As a member of the Truesec incident team, I frequently find myself recovering Microsoft Endpoint Manager Configuration Manager (MEMCM). As the product has evolved over time so have the options for recovering the environment.
In my time as a consultant I've seen Hyper-V replicas, SQL Always On, and VMWare snapshots defined as the MEMCM recovery plan. However, what happens when those full VM backups are corrupted? What are the minimum requirements to bring configuration manager back online and how do you successfully plan and execute recovery.
Lets start with understanding the bare minimum required for a successful recovery.
- SQL Backup of the MEMCM Database
- File Level Backup of the CD.LATEST Directory
It's short list but also the honest minimum you need to START the recovery of your environment. You'll also want a copy of your content sources. If you run the built in MEMCM site maintenance task which executes a backup you'll find these two things are essentially what the backup task creates plus some other site settings. However, the built in backup does suffer from some short comings. The backup task tends to run longer, than a SQL backup job and tends to impact server availability when running.

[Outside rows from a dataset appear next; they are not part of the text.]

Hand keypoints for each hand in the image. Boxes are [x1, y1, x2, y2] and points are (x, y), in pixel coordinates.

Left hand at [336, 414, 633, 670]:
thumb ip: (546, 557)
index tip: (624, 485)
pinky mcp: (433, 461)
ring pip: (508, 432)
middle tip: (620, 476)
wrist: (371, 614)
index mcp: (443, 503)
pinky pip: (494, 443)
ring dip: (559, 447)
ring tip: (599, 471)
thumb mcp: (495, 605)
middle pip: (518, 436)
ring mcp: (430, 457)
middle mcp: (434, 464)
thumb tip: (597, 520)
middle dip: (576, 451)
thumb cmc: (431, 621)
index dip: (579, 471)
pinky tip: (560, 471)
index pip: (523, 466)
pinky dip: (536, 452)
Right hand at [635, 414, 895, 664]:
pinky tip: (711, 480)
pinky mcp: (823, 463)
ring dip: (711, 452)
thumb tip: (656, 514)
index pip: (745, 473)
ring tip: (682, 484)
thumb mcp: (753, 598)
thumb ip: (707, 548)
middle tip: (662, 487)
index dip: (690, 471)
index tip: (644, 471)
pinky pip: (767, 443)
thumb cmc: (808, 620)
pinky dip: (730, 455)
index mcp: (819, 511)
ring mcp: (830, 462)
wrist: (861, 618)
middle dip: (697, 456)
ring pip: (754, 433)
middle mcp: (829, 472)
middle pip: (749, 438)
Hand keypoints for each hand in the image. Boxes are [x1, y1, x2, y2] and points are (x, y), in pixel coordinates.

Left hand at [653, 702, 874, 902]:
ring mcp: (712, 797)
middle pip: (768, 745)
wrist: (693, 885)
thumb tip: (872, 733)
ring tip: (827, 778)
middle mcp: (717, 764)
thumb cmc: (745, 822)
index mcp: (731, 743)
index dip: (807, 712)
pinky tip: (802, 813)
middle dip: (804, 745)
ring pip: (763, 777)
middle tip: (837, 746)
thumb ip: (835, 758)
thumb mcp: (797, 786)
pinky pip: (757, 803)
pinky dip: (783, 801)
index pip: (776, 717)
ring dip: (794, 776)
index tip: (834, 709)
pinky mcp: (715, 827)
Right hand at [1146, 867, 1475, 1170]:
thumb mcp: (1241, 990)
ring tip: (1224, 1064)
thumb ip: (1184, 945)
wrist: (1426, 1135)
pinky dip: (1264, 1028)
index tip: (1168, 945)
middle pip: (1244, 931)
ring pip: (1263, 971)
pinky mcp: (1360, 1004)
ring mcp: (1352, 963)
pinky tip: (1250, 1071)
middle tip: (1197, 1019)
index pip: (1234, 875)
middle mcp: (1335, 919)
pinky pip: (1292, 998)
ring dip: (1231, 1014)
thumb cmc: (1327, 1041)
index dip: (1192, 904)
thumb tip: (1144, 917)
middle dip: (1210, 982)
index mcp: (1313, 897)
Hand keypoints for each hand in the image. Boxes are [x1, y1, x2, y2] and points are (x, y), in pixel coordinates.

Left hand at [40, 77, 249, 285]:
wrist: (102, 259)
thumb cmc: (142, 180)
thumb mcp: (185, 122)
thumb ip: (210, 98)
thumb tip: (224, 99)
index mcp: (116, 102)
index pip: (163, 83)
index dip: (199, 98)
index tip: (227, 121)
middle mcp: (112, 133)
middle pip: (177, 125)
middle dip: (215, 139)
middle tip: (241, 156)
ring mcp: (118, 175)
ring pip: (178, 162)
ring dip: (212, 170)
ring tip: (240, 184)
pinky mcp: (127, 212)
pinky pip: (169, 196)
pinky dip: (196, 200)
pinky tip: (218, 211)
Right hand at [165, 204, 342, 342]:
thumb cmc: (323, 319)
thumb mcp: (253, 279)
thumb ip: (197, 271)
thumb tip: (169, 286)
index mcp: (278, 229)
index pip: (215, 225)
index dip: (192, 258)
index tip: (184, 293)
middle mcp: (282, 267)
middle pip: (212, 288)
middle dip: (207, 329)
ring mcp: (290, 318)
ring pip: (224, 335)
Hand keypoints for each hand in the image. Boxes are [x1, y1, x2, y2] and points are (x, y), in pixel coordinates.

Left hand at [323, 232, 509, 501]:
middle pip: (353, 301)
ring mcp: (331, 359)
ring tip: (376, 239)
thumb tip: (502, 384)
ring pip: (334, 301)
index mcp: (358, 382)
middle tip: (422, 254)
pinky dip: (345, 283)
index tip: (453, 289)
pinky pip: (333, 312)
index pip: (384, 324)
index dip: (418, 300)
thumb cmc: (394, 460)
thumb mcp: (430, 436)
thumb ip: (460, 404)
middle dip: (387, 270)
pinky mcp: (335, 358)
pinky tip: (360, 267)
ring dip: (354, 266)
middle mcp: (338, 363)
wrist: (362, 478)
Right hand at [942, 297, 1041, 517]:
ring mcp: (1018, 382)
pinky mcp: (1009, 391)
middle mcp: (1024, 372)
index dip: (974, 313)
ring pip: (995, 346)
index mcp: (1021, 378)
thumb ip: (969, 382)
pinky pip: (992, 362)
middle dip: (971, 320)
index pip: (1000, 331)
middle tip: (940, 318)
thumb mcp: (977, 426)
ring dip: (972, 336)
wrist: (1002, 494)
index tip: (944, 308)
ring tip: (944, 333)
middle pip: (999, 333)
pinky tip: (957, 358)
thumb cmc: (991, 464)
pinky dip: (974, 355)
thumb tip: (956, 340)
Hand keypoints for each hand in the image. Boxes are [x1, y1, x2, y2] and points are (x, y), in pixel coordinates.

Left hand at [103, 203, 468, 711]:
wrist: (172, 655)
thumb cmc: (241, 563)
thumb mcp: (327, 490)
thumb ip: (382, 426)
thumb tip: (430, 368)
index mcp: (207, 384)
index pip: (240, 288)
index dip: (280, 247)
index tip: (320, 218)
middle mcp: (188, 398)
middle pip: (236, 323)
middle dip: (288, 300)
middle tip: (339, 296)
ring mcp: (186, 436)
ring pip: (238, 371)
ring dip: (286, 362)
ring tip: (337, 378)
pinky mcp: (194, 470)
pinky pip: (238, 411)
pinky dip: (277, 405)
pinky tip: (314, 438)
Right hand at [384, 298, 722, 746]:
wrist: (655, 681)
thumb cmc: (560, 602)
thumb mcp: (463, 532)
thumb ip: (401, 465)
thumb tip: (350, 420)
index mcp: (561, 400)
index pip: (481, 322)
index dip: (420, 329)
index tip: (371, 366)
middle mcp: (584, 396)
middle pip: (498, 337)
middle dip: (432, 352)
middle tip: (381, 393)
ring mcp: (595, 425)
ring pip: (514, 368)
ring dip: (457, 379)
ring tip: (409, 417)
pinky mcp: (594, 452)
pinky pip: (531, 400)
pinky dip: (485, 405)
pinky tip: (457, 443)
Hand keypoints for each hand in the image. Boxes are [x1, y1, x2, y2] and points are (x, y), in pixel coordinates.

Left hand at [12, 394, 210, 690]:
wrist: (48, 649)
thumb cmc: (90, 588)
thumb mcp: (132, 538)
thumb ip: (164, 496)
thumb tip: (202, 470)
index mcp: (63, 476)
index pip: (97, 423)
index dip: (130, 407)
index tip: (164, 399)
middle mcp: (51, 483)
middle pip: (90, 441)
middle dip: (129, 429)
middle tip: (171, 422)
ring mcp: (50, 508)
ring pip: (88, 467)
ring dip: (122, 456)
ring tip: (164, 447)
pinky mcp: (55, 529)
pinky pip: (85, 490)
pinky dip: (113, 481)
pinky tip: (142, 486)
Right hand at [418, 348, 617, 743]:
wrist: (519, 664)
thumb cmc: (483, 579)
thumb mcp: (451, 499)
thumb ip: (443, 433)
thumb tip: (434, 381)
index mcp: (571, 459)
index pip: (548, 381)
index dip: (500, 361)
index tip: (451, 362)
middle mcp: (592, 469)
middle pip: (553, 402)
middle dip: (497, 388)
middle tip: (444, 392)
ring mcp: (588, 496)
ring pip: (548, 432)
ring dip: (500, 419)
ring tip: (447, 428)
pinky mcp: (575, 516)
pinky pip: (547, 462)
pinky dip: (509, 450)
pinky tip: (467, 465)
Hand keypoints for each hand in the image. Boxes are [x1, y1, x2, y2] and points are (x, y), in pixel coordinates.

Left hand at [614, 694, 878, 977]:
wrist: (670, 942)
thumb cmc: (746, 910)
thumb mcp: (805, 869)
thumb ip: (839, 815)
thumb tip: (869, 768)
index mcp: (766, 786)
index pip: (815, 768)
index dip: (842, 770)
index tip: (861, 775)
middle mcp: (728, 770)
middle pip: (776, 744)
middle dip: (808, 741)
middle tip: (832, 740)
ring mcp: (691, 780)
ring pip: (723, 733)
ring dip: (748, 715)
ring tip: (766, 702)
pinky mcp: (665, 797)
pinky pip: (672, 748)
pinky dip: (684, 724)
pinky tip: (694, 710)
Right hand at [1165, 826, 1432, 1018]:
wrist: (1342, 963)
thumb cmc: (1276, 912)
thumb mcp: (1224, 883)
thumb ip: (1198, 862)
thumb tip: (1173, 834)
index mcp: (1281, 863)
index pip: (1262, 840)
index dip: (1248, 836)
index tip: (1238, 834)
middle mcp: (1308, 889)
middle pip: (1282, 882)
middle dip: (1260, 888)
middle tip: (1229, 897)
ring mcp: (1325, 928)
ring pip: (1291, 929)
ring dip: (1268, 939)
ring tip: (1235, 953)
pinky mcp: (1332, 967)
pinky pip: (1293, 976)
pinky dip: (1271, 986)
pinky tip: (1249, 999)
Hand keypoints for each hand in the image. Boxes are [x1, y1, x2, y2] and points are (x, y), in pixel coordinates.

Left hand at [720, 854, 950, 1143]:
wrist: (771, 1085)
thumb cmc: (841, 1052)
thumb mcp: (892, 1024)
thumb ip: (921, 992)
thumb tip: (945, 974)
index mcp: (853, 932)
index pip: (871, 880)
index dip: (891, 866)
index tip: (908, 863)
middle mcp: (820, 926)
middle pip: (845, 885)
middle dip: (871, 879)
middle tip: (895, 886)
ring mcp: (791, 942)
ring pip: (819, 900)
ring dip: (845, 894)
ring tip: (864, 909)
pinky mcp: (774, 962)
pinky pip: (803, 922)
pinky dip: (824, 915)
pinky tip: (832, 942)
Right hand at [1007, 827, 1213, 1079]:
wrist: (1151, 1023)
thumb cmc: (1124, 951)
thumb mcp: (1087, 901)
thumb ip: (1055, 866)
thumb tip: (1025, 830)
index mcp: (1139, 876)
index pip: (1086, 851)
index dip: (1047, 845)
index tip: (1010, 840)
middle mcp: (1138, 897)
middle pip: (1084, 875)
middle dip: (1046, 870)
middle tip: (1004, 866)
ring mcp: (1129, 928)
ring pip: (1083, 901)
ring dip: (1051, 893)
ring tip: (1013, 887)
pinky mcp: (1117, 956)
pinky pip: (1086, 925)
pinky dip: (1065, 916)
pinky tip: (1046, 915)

Obtaining these two items is simple. If you are running the Ola Hallengren maintenance plan in your MEMCM environment you can use the included SQL backup job and backing up the CD.Latest directory is as simple as copy paste.
When you start recovery, remember the name of the server matters. You need to ensure the primary site server uses the same name. Additionally, it's ideal to restore the SQL database to an instance of the same level. While you can restore to a newer version of SQL the better practice is to install the same version of SQL, restore your database, then upgrade SQL. Some common gotcha items include:
- System Management ADSI Permissions
- Discovery Configurations
- SQL Certificate Issues (Dependent on environment config)
- Site Server Permissions to Distribution Points (If not also being recovered)
- Client Communications - (Certificates)
While doing a recovery is scary, it's also an opportunity to fix things in your environment you otherwise wouldn't have an opportunity to fix. Including things like splitting apart the locations SQL is stored.
When you perform a recovery start the process the same way you would a new build of configuration manager. Begin at the bottom and work your way up. Rebuild SQL first and ensure its stable, and all maintenance is implemented then move on to recovering the site itself.
This sounds self explanatory. However, it's important to recognize when the recovery effort is over. When in recovery you'll be making a large number of changes. These changes often can't wait for things like change control, or manager approval. You need to act swiftly and with confidence. As a general rule you can call recovery completed when:
- Basic OSD works again - don't try to be fancy
- Basic Application installs work - don't stress about complex apps
- Basic Software Update Management
Recovery is a Marathon
Whatever the reason your environment needs to be recovered remember its a marathon not a sprint. When recovering an environment, remember you are attempting to reassemble what was likely years of work in a matter of hours or days. Having a plan on how you intend to run the marathon, and understanding when you can sprint or when you can coast is vital.